Figure 9 shows the process for in-situ testing of MRs.

This is similar to the process shown in Figure 8 except DCSM and/or DRSM are reprogrammed with appropriate data as a consequence of an operational failure of a chip MR. The input data for the anti-coincidence program is read back from the DSCM and/or DRSM before they are erased prior to programming. This data is appended with data describing the operational failure and then input to the anti-coincidence program. As in Figure 8 the output of the program is used to program DCSM and DRSM.

Claims

(1) A fault tolerant random access data storage system which comprises a plurality of main elements, each element comprising an array of memory locations, a first spare element and a second spare element, each spare element comprising an array of memory locations, means for addressing the elements with the logical addresses of the rows within the arrays being skewed relative to their physical addresses but in a different manner for the different elements, and with the logical addresses of the columns within the arrays being skewed relative to their physical addresses but in a different manner for the different elements, and means for recording faulty memory locations so that if a selected row in a selected main element includes a fault, then a replacement row in the first spare element is selected instead, and if a selected column in a selected main element includes a fault, then a replacement column in the second spare element is selected instead.

(2) A fault tolerant random access data storage system as claimed in claim 1, arranged so that if a selected replacement row in the first spare element includes a column fault, then a replacement column in the second spare element is selected instead.

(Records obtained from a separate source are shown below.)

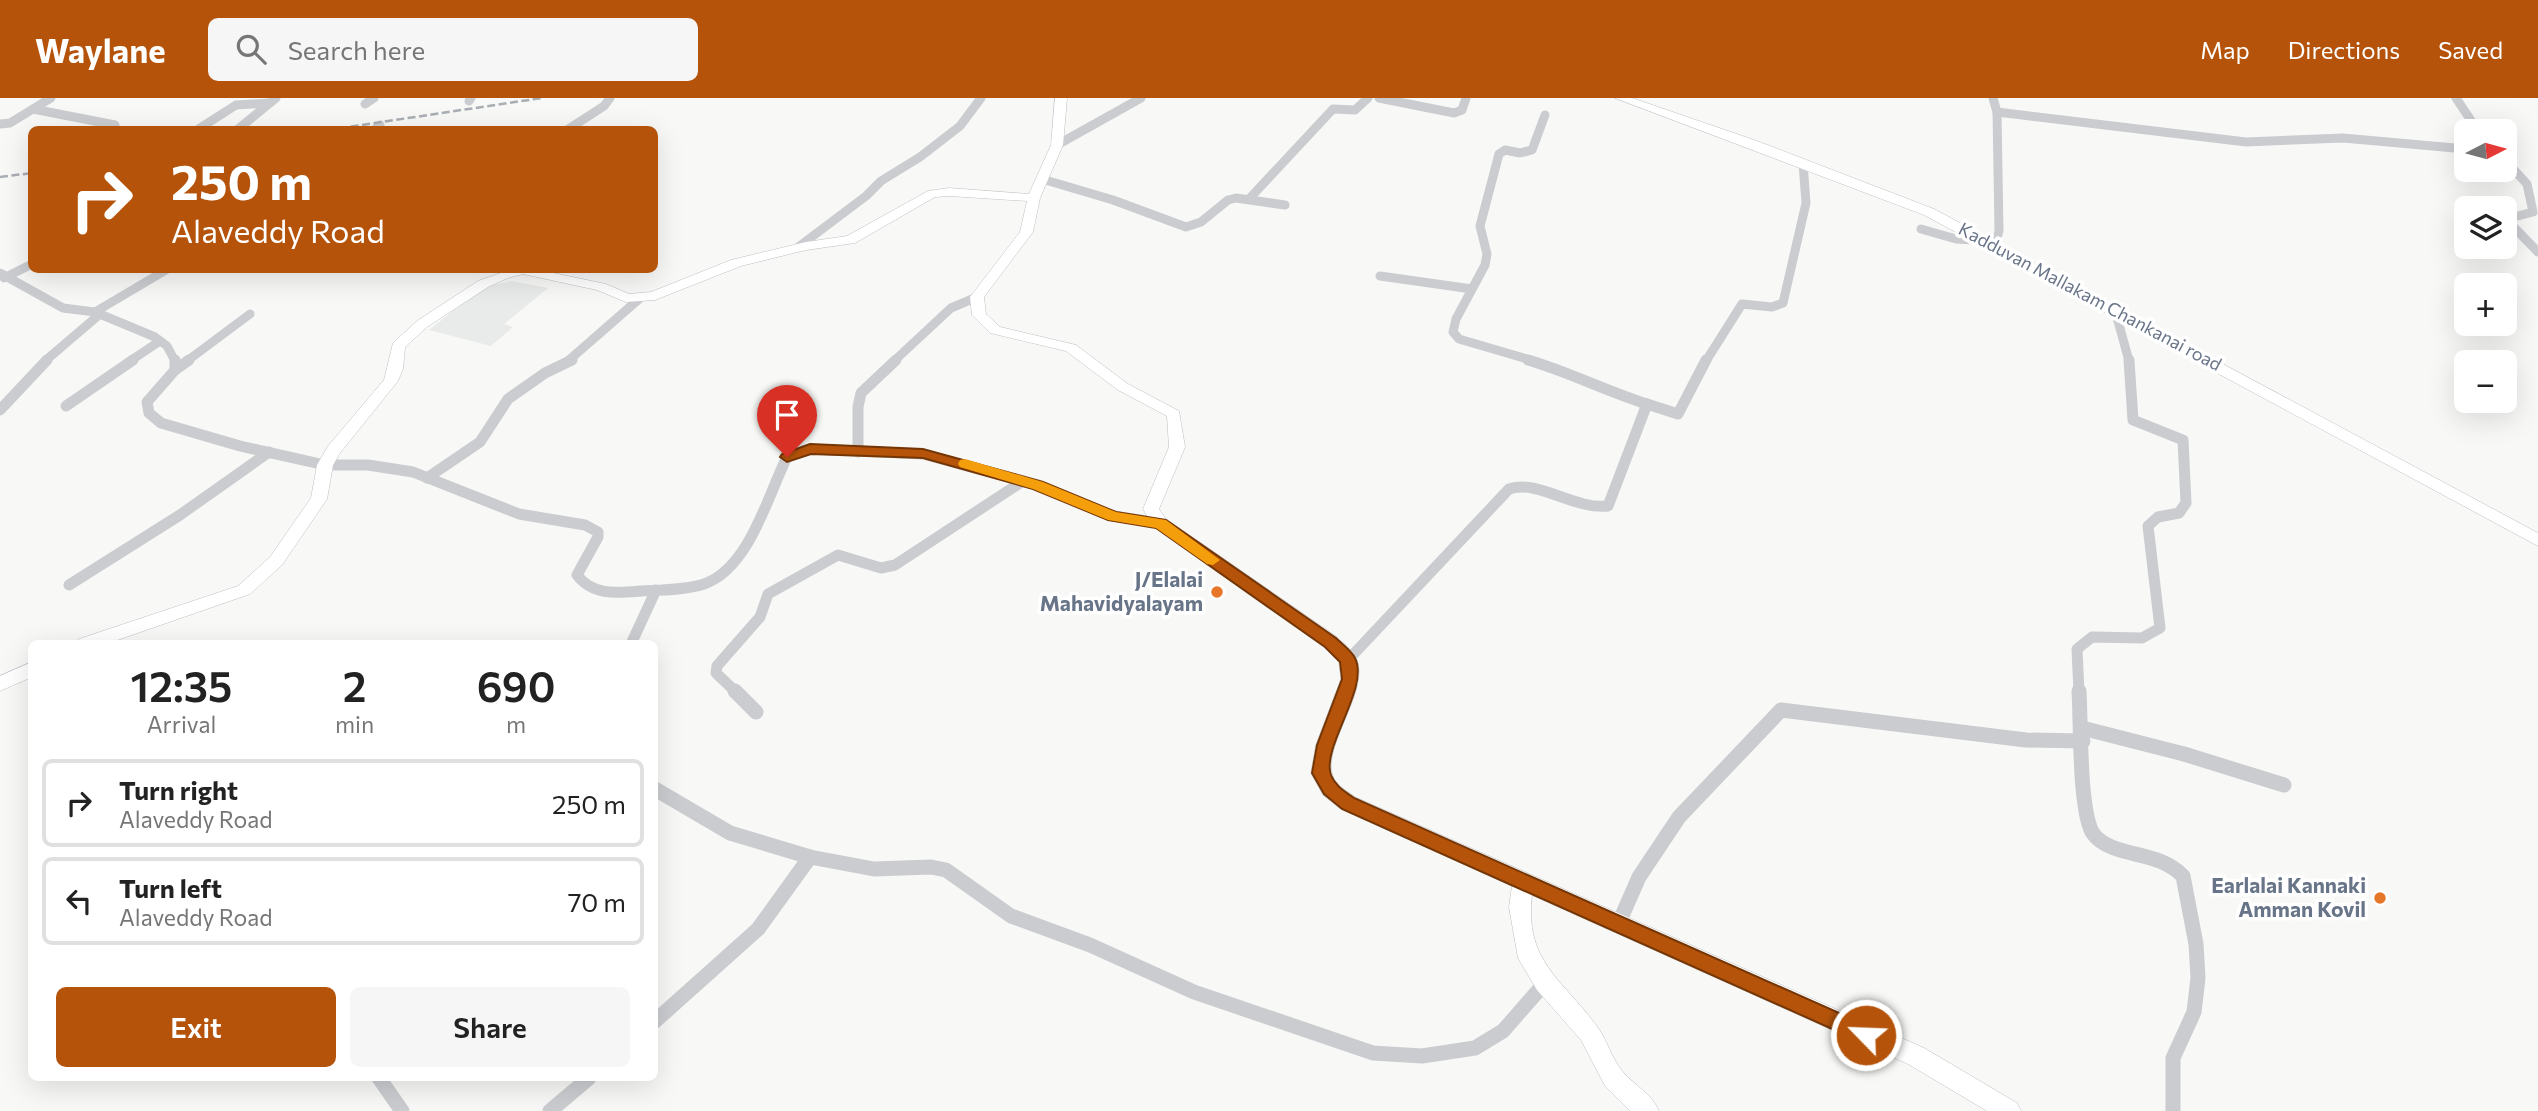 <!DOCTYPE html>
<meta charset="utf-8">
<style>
body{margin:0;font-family:Commissioner,sans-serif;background:#f6f6f6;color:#222;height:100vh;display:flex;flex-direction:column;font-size:26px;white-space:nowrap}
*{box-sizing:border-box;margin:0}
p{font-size:23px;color:#767676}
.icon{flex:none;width:38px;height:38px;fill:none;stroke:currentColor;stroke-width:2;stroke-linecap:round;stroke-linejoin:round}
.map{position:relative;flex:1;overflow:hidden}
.drawer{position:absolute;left:28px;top:542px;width:630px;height:441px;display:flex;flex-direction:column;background:#fff;border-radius:10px;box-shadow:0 7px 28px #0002}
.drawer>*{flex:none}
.banner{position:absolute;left:28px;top:28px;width:630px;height:147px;border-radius:10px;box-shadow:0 7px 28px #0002;background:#b45309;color:#fff;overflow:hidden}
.needle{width:46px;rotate:84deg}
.controls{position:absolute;left:2454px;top:21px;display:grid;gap:14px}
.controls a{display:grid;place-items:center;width:63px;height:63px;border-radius:10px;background:#fff;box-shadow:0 7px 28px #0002;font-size:35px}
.pin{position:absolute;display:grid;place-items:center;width:60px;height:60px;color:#fff;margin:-72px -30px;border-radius:50% 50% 50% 0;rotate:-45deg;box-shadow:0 0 7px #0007}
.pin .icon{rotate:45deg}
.me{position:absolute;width:77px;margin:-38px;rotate:294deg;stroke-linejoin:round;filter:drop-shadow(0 0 5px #0008)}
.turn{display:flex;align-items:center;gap:24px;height:147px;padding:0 28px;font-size:32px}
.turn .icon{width:91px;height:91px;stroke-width:2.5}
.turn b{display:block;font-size:49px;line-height:60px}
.eta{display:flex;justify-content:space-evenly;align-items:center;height:119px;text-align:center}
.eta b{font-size:42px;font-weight:600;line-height:49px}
.cta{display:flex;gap:14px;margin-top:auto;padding:14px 28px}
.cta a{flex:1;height:80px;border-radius:10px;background:#b45309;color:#fff;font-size:28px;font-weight:600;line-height:80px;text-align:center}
.cta a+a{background:#f6f6f6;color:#222}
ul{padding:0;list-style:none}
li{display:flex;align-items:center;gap:21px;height:88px;margin:0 14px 10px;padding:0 14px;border:4px solid #e0e0e0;border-radius:10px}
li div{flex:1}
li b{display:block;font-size:26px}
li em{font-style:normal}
header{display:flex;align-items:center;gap:42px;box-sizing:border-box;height:98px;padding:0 35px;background:#b45309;color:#fff}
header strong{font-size:33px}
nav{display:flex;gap:38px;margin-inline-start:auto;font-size:24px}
.search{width:490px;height:63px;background:#f6f6f6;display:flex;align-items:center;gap:18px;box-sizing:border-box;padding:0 24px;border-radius:10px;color:#767676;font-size:26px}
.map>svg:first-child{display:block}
.built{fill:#e9eaea}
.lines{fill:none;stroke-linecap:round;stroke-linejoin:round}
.secondary-casing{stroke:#bcbfc4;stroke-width:1}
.street-far2{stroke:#caccd0;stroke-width:9}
.street-far1{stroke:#caccd0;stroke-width:11}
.street{stroke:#caccd0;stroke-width:15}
.secondary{fill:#fff;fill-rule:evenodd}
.rail{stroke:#a9adb4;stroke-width:2.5;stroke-dasharray:8 3.5;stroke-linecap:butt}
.route{fill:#b45309;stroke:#753606;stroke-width:2}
.slow{fill:#f59e0b}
.poi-dot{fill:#e5762a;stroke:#fff;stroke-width:2.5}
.labels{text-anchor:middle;stroke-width:7;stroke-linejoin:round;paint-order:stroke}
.far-street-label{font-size:18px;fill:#687488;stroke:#fff}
.poi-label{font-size:21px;font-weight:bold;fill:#687488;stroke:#fff;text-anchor:end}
</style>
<header>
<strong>Waylane</strong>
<div class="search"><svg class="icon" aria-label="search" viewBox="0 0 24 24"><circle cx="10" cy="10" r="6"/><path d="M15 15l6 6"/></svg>Search here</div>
<nav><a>Map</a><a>Directions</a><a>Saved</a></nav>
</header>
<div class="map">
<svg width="2538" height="1013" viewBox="0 0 2538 1013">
<rect width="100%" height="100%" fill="#f8f9f6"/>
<!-- built -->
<path class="built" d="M512 183 548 190 504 226 513 229 491 248 429 232 473 197 493 187Z"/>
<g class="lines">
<defs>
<g id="secondary">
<path d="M1055 0H1067L1063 47 1040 100 1033 134 984 199 986 216 1000 229 1076 247 1128 286 1179 313 1185 349 1159 411 1166 421 1337 539C1343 545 1352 552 1356 560 1371 590 1323 647 1332 676 1335 687 1347 693 1355 699L1924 950 2017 1005 2021 1013H1987L1908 966 1532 797C1524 863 1562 881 1596 927 1607 941 1611 960 1623 974 1634 987 1652 996 1659 1013H1630L1605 988 1581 942 1537 892 1518 860 1509 809 1512 788 1341 711 1323 697 1311 675 1316 647 1341 581 1339 564 1325 549 1154 429 1143 411 1169 349 1167 318 1118 292 1066 253 990 235 972 217 970 199 1020 134 1027 103 949 98 935 99 855 145 806 152 741 168 655 202 626 204 597 192 523 176 508 180 488 189 427 229 405 249 403 271 398 283 340 355 333 367 327 401 282 467 250 496 106 546H76L79 541 238 488 270 459 311 400 317 367 328 348 384 282 393 245 417 223 478 183 509 172H539L606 186 629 196 651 194 731 162 806 144 847 138 928 93 949 90 1029 96 1051 47Z"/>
<path d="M1615 0H1632L1757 43 1934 111 2538 435V448L1924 117Z"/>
<path d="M32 564V579L0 593V578Z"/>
</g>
</defs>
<!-- secondary casing -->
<use href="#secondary" class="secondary-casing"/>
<!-- street-far2 -->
<g class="street-far2">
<path d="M1379 0 1454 15 1462 12 1466 0"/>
<path d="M2456 0 2478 33"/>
<path d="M469 3 471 0"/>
<path d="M365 6 374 0"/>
<path d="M33 11 115 27"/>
<path d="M1997 14 2246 44 2343 40 2466 51"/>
<path d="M0 26 10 25 51 0"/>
<path d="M197 32 236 7 269 5"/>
<path d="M237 32 276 0"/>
<path d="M374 32 380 27"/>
<path d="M567 32 604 8 610 0"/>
<path d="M1057 47 1141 0"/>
<path d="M2504 61 2527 86 2533 114 2506 121 2538 154"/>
<path d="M1042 81 1113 102 1186 129 1201 124 1228 102 1236 100 1285 107"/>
<path d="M1249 101 1333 11 1355 12 1368 0"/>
<path d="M1921 131 1956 141 1975 142 1976 137"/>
<path d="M1985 141 1997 140 1999 133 1997 14 1993 0"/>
<path d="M797 150 866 98 881 83 920 59 960 28 981 0"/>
<path d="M0 175 63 210 95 214 155 239 167 248 175 263"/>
<path d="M1380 178 1472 191"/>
<path d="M4 180 32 166"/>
<path d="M2115 212 2129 263"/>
<path d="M95 214 166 172"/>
<path d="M45 263 100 216"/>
<path d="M130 263 160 243"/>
<path d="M187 263 250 216"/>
<path d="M568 263 639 201"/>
<path d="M894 263 951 210 977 199"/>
<path d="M1534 263 1459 241 1453 234 1456 221 1485 167 1487 156 1480 128 1499 56 1505 52 1520 55 1532 52 1545 17"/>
<path d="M1706 263 1742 206 1772 209 1783 205 1806 105 1803 65"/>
</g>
<!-- street-far1 -->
<g class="street-far1">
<path d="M175 262V272L147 304 149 315 161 325 240 348 325 367H368L413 374 519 416 585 427 598 434V439L577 477C593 498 617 495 641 493 661 492 685 492 704 486 749 471 768 397 787 359L810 351 923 356 1038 387 1113 418 1160 425"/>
<path d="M1528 262C1569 274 1606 293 1647 306"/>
<path d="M175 272 189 262"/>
<path d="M66 308 133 262"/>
<path d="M0 312 47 262"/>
<path d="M858 354V309L861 295 896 262"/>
<path d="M427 380 480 344 508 301 545 275 572 262"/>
<path d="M69 487 180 417 269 354"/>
<path d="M631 546 656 492"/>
<path d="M1348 562 1509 391C1538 381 1574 412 1608 408L1647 306 1678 316 1706 262"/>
<path d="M737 595 716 575 717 568 760 519 768 496 838 457 881 470 895 467 1023 383"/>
<path d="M2079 595 2077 551 2092 539 2142 540 2160 530 2148 428 2158 419 2179 415 2186 405 2183 342 2133 322 2129 262"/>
</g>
<!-- street -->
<g class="street">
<path d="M735 593 756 614"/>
<path d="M2079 593C2081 626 2079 708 2092 734 2097 742 2106 747 2114 750 2139 759 2163 758 2183 778L2196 846 2198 880 2194 914 2173 960V1013"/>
<path d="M2082 630 2184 656 2284 687"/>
<path d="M655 691 730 735 810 759 874 771 931 769 946 772 1011 818 1090 847 1194 894 1373 955 1422 958 1475 950 1503 933 1545 885"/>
<path d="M1618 827 1639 779 1679 719 1781 612 2026 642 2083 643"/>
<path d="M654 924 758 831 810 759"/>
<path d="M379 980 402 1013"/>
<path d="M550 1013 589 980"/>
</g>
<!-- secondary -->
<use href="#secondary" class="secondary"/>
<!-- rail -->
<g class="rail">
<path d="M328 32 542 0"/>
<path d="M0 79 32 75"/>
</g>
</g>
<!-- route -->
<path class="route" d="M810 346 923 351 1043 384 1116 414 1166 422 1336 540C1342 546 1352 553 1355 560 1370 590 1321 649 1331 677 1335 688 1346 694 1354 700L1873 930 1876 937 1873 943 1866 946 1859 943 1342 711 1324 696 1312 675 1317 647 1342 581 1340 564 1325 549 1156 430 1108 422 1033 391 923 360 811 356 787 364 780 359 782 356Z"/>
<!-- slow -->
<path class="slow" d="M965 361 1043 384 1116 414 1166 422 1220 462 1213 467 1207 466 1156 430 1108 422 1033 391 960 369 958 366 960 362Z"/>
<!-- markers -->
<g class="poi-dot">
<circle cx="1217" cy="494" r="7"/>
<circle cx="2380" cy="800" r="7"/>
</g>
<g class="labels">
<!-- far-street labels -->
<g class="far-street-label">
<text transform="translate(2090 199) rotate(28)" y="6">Kadduvan Mallakam Chankanai road</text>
</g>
<!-- poi labels -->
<g class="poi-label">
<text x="1203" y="489">J/Elalai<tspan x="1203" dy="24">Mahavidyalayam</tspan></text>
<text x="2366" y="795">Earlalai Kannaki<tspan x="2366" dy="24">Amman Kovil</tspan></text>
</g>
</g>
</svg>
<div class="controls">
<a><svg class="needle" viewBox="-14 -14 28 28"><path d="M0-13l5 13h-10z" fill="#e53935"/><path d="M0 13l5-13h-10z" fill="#767676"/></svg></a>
<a><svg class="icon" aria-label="layers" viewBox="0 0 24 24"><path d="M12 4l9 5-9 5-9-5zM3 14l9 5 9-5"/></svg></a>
<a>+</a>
<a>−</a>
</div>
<div class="pin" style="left:787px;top:359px;background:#d93025"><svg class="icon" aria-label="arrive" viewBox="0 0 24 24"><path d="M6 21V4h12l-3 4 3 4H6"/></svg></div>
<svg class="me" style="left:1866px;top:937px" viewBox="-20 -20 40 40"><circle r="17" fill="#b45309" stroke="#fff" stroke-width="3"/><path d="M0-11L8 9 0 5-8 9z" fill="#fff"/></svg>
<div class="banner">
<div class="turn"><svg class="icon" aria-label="right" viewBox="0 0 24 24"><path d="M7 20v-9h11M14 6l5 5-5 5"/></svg><div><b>250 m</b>Alaveddy Road</div></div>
</div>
<section class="drawer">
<div class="eta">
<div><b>12:35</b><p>Arrival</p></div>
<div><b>2</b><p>min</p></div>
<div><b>690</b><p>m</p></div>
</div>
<ul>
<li><svg class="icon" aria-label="right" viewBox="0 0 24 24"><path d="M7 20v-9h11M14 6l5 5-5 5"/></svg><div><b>Turn right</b><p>Alaveddy Road</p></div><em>250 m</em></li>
<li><svg class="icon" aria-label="left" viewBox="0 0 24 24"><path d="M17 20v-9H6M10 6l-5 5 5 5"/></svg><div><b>Turn left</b><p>Alaveddy Road</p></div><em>70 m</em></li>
</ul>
<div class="cta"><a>Exit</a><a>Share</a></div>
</section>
</div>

(3) A fault tolerant random access data storage system as claimed in claim 1 or 2, arranged so that if a selected replacement column in the second spare element includes a row fault, then a replacement row in the first spare element is selected instead.

(4) A fault tolerant random access data storage system as claimed in any preceding claim, comprising a first look-up table recording faulty column locations, and a second look-up table recording faulty row locations.

(5) A method of forming a fault tolerant random access data storage system as claimed in claim 1, comprising testing a plurality of memory elements to determine and record the locations of any faults in the respective elements, processing the fault location data together with data representing the positions of the memory elements in an array, to generate addressing skew value data, and programming the skew values into look-up tables of the data storage system.

(6) A method as claimed in claim 5, in which the memory elements are tested before assembly into an array.

(7) A method as claimed in claim 5, in which the memory elements are tested or retested after assembly into an array.